2つ目は、碍子の上部に金属蒸着物が付着し、カソード電極とトリガ電極が電気的に導通し、トリガ電圧が印加できなくなることである。
上述した絶縁碍子114は、円筒状部114aと、円板状部114bとを有するハット型碍子である。円筒状部114aは、リング状に形成され、カソード電極112の表面に配置されている。
円板状部114bは、絶縁碍子114の底面に形成されている。絶縁碍子114は、トリガ電極113の中空内部に挿通されている。円筒部分114aは、外径が円筒状のトリガ電極113の内径と等しく、かつその高さがトリガ電極113の高さと等しくなっており、円筒部分114aはトリガ電極113の内部に納まっている。
かかるハット型の絶縁碍子114の内部中空とカソード電極112の孔は連通しており、その内部には、蒸着材料111のねじ部が挿通されている。絶縁碍子114の円板状部分114b、トリガ電極113の外径は互いに等しくなっており、これらの側面は面一になっている。

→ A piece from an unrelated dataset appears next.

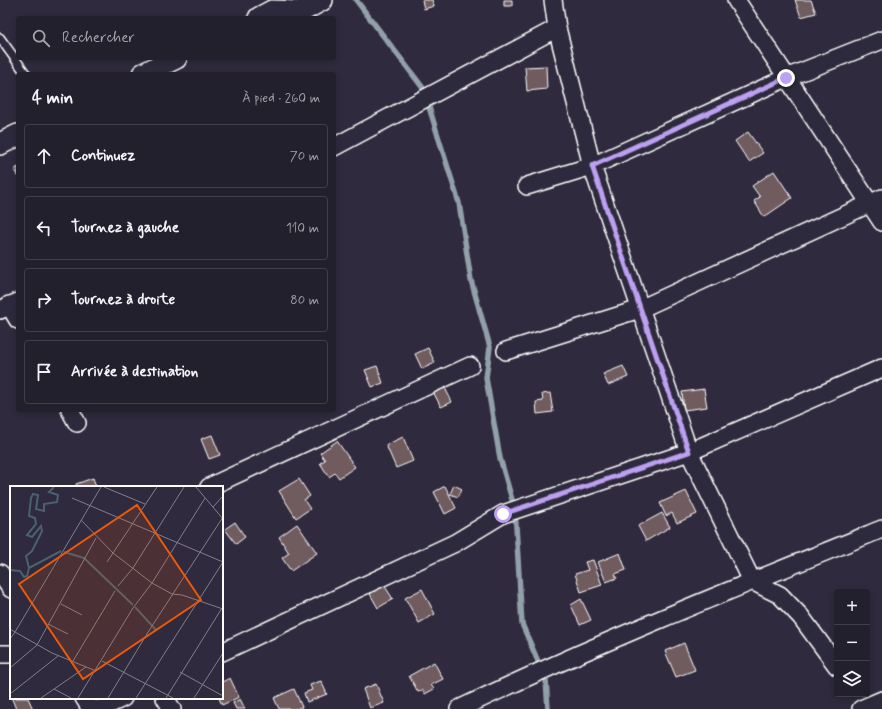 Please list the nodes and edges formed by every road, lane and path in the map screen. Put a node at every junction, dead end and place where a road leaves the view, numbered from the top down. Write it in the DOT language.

蒸着材料111はその上端面から蒸発するが、トリガ電極113近傍の蒸着材料111の表面では、トリガ放電によって生じた荷電微粒子の空間密度は均一ではなく、トリガ電極近傍の位置における荷電微粒子の空間密度は、トリガ電極から離れた位置における荷電微粒子の空間密度に比して大きい。従って、アーク電流は、トリガ電極近傍に位置する蒸着材料111の表面において大きく流れ、その結果、蒸着材料111は、トリガ電極近傍のごく一部でその大部分が蒸発して消耗することになる。この場合、蒸着材料111の他端部であるねじ部等は消耗しないが、蒸着材料111を交換する際には、このようにほとんど消耗しない部分まで含めた蒸着材料111全体を交換しなければならなかった。

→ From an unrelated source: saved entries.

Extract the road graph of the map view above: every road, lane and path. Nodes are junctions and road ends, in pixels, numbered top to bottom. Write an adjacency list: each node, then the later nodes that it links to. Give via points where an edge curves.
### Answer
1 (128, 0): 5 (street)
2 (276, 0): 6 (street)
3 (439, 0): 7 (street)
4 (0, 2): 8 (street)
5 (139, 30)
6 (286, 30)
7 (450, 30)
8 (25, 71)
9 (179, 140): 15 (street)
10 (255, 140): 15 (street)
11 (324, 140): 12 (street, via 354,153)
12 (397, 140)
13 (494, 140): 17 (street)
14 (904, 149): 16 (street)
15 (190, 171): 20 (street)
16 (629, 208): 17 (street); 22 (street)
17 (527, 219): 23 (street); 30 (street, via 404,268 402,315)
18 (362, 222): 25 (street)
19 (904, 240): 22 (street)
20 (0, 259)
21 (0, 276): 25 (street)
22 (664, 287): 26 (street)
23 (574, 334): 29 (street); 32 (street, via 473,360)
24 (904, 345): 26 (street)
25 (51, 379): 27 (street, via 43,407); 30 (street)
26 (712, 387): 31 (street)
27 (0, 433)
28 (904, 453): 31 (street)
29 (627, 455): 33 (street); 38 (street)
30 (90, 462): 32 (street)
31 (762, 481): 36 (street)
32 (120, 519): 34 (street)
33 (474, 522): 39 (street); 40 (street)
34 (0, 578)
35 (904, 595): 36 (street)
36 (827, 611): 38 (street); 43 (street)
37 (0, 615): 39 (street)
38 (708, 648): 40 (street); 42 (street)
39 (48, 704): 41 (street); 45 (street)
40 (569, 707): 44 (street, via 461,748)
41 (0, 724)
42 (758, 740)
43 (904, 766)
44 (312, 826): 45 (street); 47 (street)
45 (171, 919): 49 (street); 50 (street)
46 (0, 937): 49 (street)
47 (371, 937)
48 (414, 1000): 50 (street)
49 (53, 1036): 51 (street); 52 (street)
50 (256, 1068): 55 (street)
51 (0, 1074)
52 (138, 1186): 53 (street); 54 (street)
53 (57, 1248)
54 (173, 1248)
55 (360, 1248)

また、ハット型の絶縁碍子114も放電により消耗するが、このハット型の絶縁碍子114も、トリガ電極113近傍に位置する円筒状部分114aの上端のみが消耗し、トリガ電極113の下に配置される円板状部114bはほとんど消耗しないにも関わらず、その円筒部114aを含めたハット型の絶縁碍子114全体を交換しなければならない。

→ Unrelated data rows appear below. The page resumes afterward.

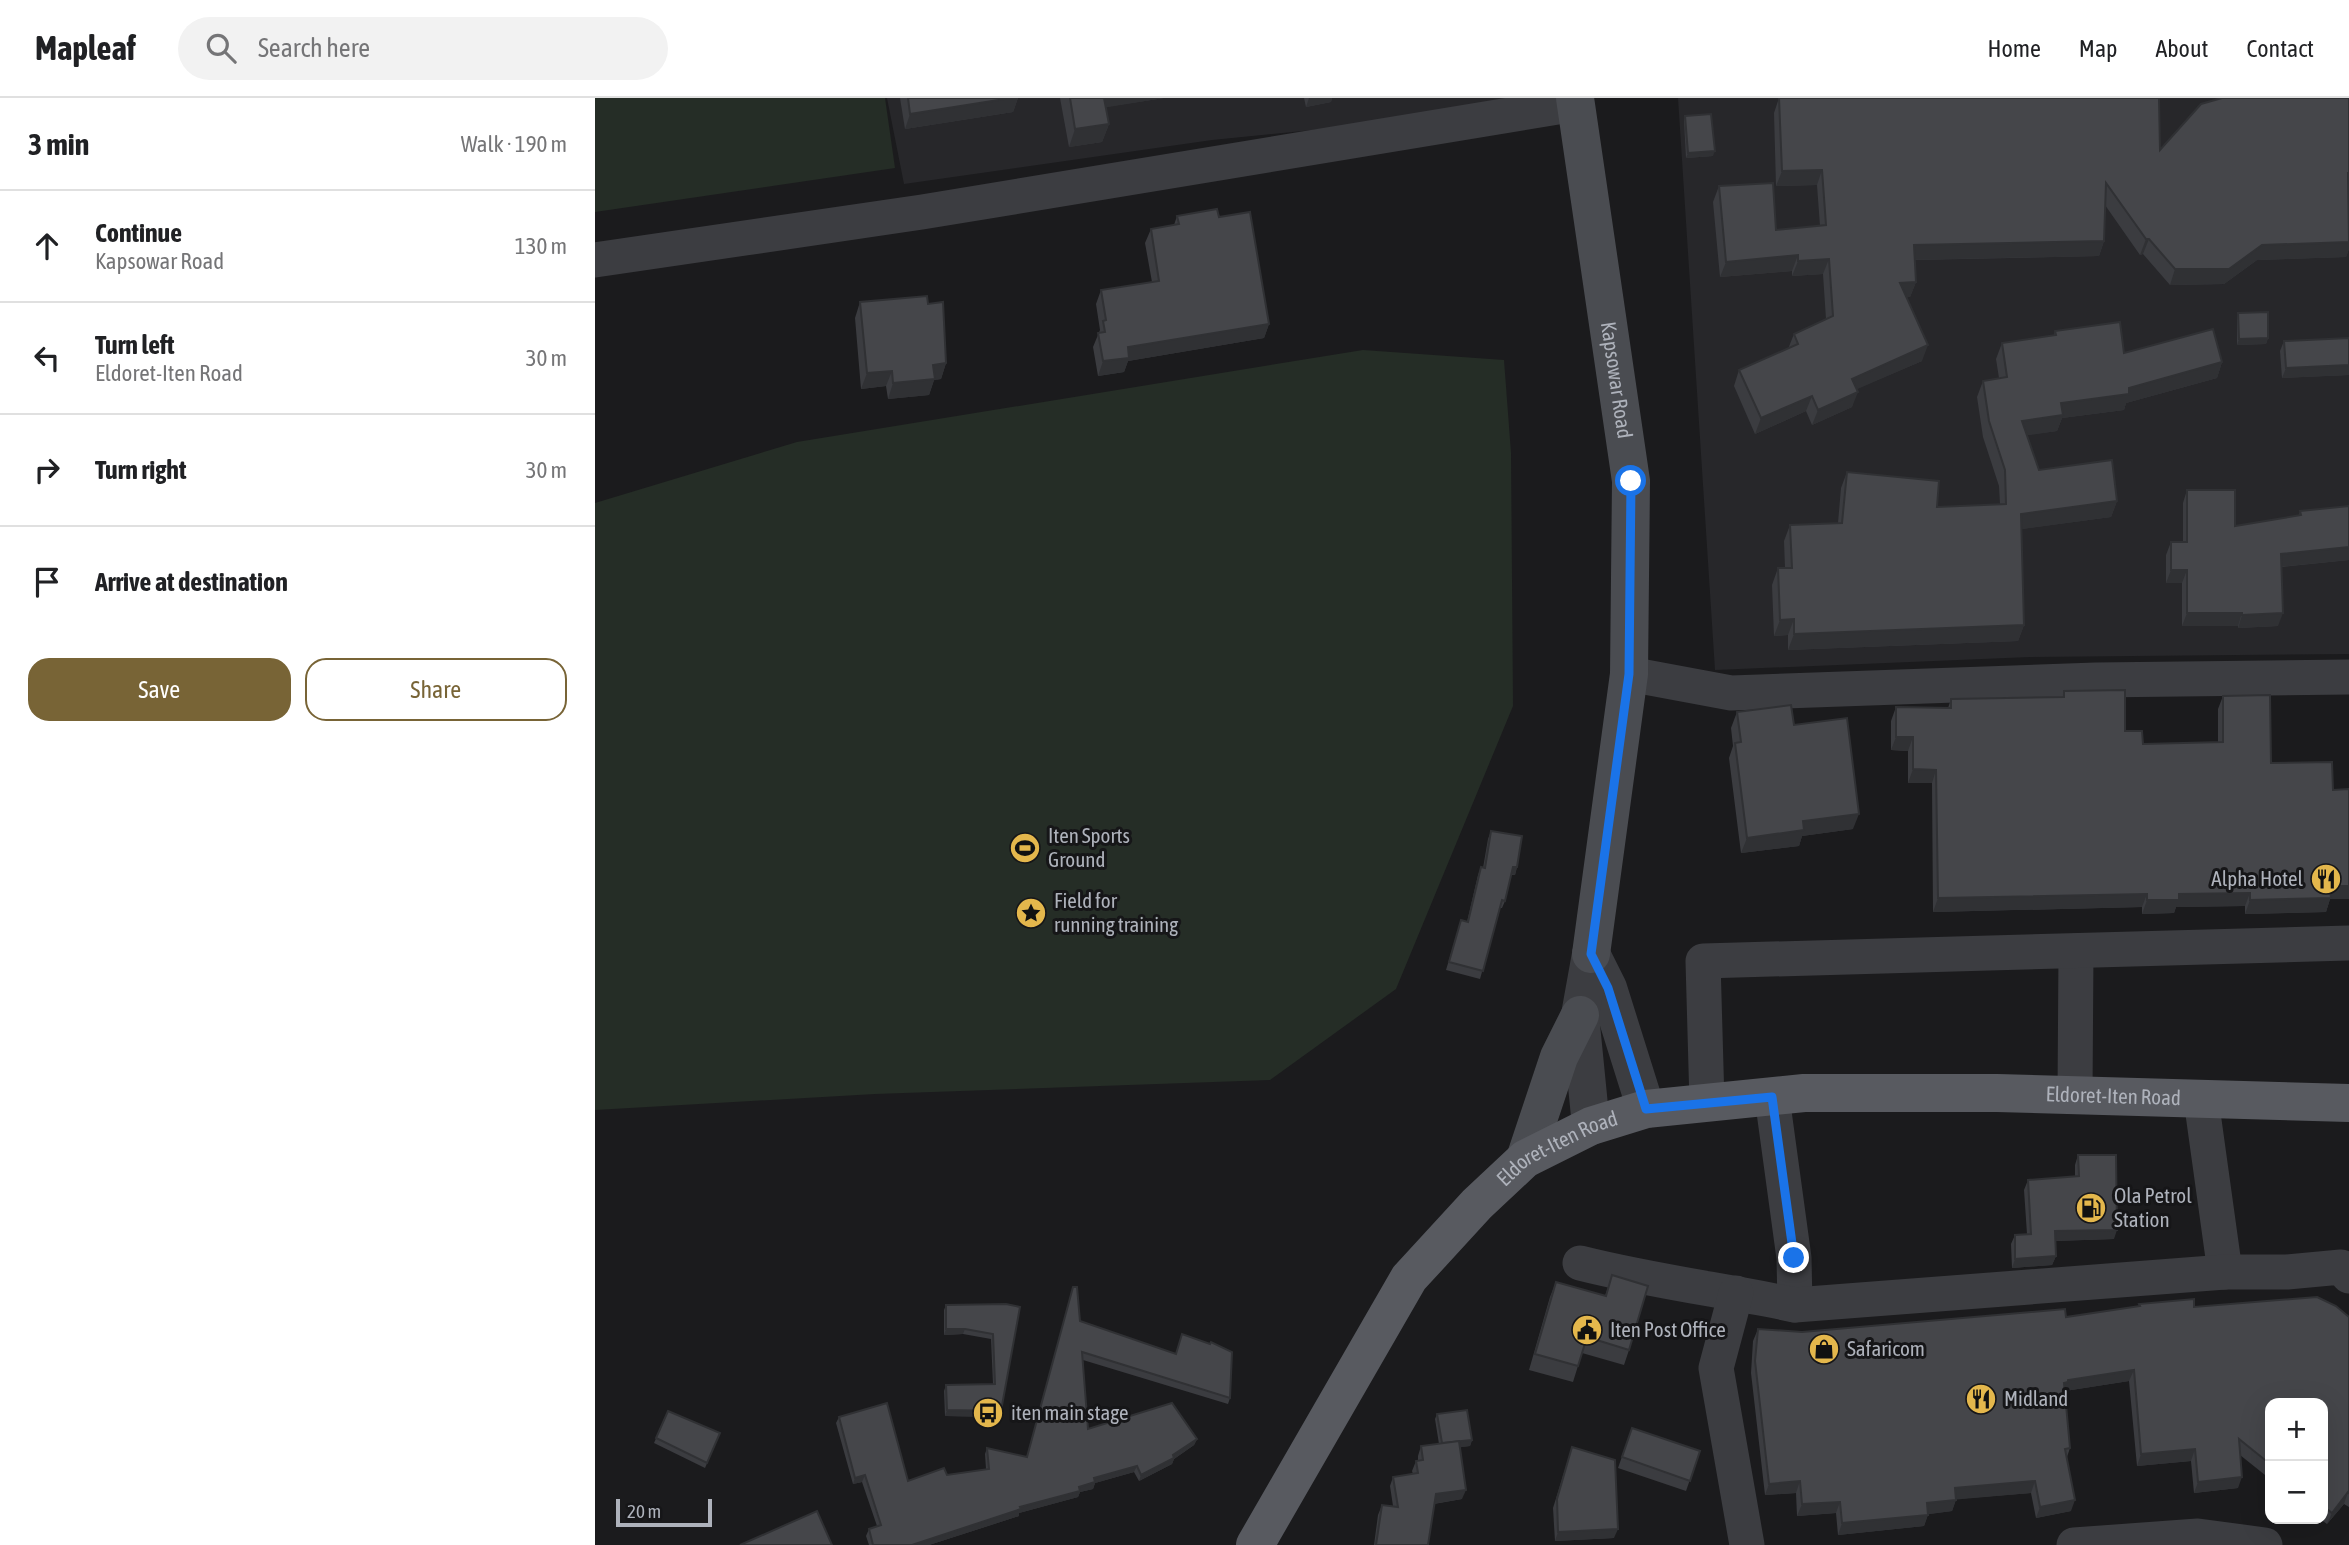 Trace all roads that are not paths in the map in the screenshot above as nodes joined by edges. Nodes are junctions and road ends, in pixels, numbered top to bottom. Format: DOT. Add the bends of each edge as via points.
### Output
graph roads {
  1 [pos="1575,101"];
  2 [pos="595,260"];
  3 [pos="1629,674"];
  4 [pos="2349,677"];
  5 [pos="2349,943"];
  6 [pos="2076,951"];
  7 [pos="1591,954"];
  8 [pos="1580,1015"];
  9 [pos="2075,1095"];
  10 [pos="1772,1097"];
  11 [pos="2201,1099"];
  12 [pos="1707,1103"];
  13 [pos="2349,1103"];
  14 [pos="1646,1109"];
  15 [pos="1591,1126"];
  16 [pos="1525,1159"];
  17 [pos="1580,1263"];
  18 [pos="2225,1272"];
  19 [pos="2349,1276"];
  20 [pos="1736,1293"];
  21 [pos="1795,1305"];
  22 [pos="1255,1545"];
  23 [pos="1748,1545"];
  24 [pos="2074,1545"];
  25 [pos="2265,1545"];
  1 -- 2 [label="street" via="935,210"];
  1 -- 3 [label="main road, Kapsowar Road" via="1631,481"];
  3 -- 4 [label="street" via="1731,693 2096,680"];
  3 -- 7 [label="main road, Kapsowar Road"];
  5 -- 6 [label="street"];
  6 -- 9 [label="street"];
  6 -- 12 [label="street" via="1703,961"];
  7 -- 8 [label="street, Kapsowar Road"];
  7 -- 14 [label="street" via="1608,988"];
  8 -- 15 [label="street, Kapsowar Road"];
  8 -- 16 [label="main road" via="1559,1057"];
  9 -- 10 [label="main road, Eldoret-Iten Road" via="1804,1093"];
  9 -- 11 [label="main road, Eldoret-Iten Road"];
  10 -- 12 [label="main road, Eldoret-Iten Road"];
  10 -- 21 [label="street" via="1794,1258"];
  11 -- 13 [label="main road, Eldoret-Iten Road"];
  11 -- 18 [label="street"];
  12 -- 14 [label="main road, Eldoret-Iten Road"];
  14 -- 15 [label="main road, Eldoret-Iten Road"];
  15 -- 16 [label="main road, Eldoret-Iten Road"];
  16 -- 22 [label="main road, Eldoret-Iten Road" via="1409,1278"];
  17 -- 20 [label="street" via="1637,1278"];
  18 -- 19 [label="street" via="2341,1267"];
  18 -- 21 [label="street"];
  20 -- 21 [label="street"];
  20 -- 23 [label="street" via="1716,1368"];
  24 -- 25 [label="street" via="2198,1536"];
}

さらに、放電により、蒸着材料の一部は、ハット型の絶縁碍子114の上面に付着する。蒸着装置を長期間使用すると、付着した蒸着材料の付着量が増え、蒸着材料111とトリガ電極113が、その蒸着材料を介して電気的に接続されてしまうという不都合が生じてしまう。
そこで従来、同軸型アーク蒸着源のメンテナンスに要するコストを低減する試みがなされている。すなわち、蒸着源の構成品を、主として消耗する部分と消耗が少ない部分とに分離できるように構成し、消耗した部分のみを交換するようにするというものである(特許文献1参照)。
特開2002−220655号公報
しかしながら、交換可能であっても、交換頻度が多かった。また、交換部品自体が高価であった。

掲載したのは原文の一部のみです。